I have a file that you can open in Google Earth that will show all of the rigs in the GOM. I tried to upload but did not work send me your e-mail and I'll send to you. ([email protected])

Wayne


----------



## SteveH (Oct 3, 2007)

Horn Mountain is just south of Ram Powell...about 8 or 9 miles


----------



## panhandlephinsphan (Aug 25, 2008)

Here is what I have been able to gather:

Petronius, 29 13.75 N, 87 46.86 W, about 70nm. Beer Can, 29 09.82 N 87 59.27 W about 77 nm, and Ram Powell 29 03.65N, 88 05.5 W about 85 nm

I am still trying to get out there to verify personally, but that's what I have been told. 

Pan


----------



## Water Spout II (Feb 26, 2009)

petronius is closest. 

Once you get over to the Ram, Beer can, or Marlin, you can see the others in the distance. They are all kinda right around each other minus Petronius.


----------



## ashcreek (Oct 4, 2007)

Thanks Chris I am gonna try and make it down to see you in Jan to pick up some jigging/chunking setups. 
Hopefully I will be all rigged up and ready for the feb Tuna run. We plan on trying to get in 5 or six trips before spring. 

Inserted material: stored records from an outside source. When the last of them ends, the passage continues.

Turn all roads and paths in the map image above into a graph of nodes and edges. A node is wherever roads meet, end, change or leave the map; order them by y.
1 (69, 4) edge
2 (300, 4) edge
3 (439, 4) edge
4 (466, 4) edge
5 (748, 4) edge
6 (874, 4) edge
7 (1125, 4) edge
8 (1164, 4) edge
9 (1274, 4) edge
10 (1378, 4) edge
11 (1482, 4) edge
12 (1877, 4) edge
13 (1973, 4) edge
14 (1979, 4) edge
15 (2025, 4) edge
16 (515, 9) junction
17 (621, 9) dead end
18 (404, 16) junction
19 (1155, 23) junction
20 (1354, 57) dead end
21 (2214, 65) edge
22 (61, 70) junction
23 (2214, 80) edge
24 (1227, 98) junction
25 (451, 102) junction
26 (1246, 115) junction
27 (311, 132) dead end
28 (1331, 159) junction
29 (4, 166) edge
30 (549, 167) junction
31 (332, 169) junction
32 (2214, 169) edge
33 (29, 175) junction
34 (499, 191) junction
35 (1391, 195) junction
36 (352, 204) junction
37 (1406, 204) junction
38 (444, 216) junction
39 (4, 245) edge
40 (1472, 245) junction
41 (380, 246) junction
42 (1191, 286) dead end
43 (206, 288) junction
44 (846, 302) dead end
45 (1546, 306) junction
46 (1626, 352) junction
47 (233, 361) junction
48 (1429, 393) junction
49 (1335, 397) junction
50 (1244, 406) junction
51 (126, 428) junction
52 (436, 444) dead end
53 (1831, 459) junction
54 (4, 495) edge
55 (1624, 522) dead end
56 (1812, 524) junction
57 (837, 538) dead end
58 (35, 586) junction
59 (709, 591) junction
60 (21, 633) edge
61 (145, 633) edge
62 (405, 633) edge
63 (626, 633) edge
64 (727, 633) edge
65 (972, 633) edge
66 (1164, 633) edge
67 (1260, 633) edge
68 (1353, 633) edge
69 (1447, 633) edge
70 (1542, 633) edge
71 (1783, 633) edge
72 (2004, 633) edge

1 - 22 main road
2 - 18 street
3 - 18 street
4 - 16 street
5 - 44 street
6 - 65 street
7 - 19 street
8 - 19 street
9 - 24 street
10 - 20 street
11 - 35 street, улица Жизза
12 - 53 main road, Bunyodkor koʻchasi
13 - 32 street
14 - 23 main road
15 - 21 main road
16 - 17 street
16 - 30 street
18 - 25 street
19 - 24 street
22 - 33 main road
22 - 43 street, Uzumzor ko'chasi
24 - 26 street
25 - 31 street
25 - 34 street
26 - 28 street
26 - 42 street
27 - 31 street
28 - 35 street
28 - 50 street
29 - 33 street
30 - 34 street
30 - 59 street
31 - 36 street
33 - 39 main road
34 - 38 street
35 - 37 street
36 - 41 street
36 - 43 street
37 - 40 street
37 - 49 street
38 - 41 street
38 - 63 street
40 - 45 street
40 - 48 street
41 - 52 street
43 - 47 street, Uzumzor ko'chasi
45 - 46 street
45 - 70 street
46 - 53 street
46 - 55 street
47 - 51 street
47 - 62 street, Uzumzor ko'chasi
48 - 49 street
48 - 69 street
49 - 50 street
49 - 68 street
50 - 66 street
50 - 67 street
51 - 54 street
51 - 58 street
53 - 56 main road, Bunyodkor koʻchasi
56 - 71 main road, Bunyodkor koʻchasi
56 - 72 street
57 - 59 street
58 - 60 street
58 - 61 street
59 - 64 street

Steve The furthest I have been is Ram Powell and in the 15 or so times I have been out there day or night time I don't recall seeing anything to the south are you sure it's only 8 or 9 miles to Horn Mtn?


----------



## Contender (Apr 4, 2012)

Google Earth has Horn Mtn @ 28 52 03.37 88 02 50.07 about 14 miles south of Ram Powell. I didn't look to see if that was SM or NM, I'm guessing SM.


----------



## Contender (Apr 4, 2012)

Went back and checked, mine is set up for NM I was using the kml file from capcoe, so at 14 nm it would be hard to see Horn Mountain from Ram Powell depending on how high off the water your bridge is and how much visibility and how tall Horn Mountain is.

Sunday afternoon I could the Emerald building from about 17 nm from Perdido Pass. Visibility was good and it is 30 stories tall. Not sure how tall Horn Mountain is.


----------



## capcoe (Aug 12, 2009)

*Sight Distance Calc*

You can calculate how far away you should be able to see an object. First calculate the distance to Horizon (1.17 X sqrt (eye height)) plus objects distance to horizon (1.17 x sqrt(object height), say your eyes or 9 ft off water and the rig is 100 ft tall, (3.5 +11.7) you should be able to see the top of the rig at around 15 NM. Obviously it all depends on visiblity and in my case the ability to see. Just a little triva to pass the time, I really need to go fishing, been on dry land way too long.:thumbup:


----------



## ashcreek (Oct 4, 2007)

I know at night when it's calm and clear you can see the light from the rigs well over 10 -12 miles if it's only another 15 miles I will be seeing them this summer.....

Thanks again contender as always your info makes sense

And thanks Cap gotta love the trivia


----------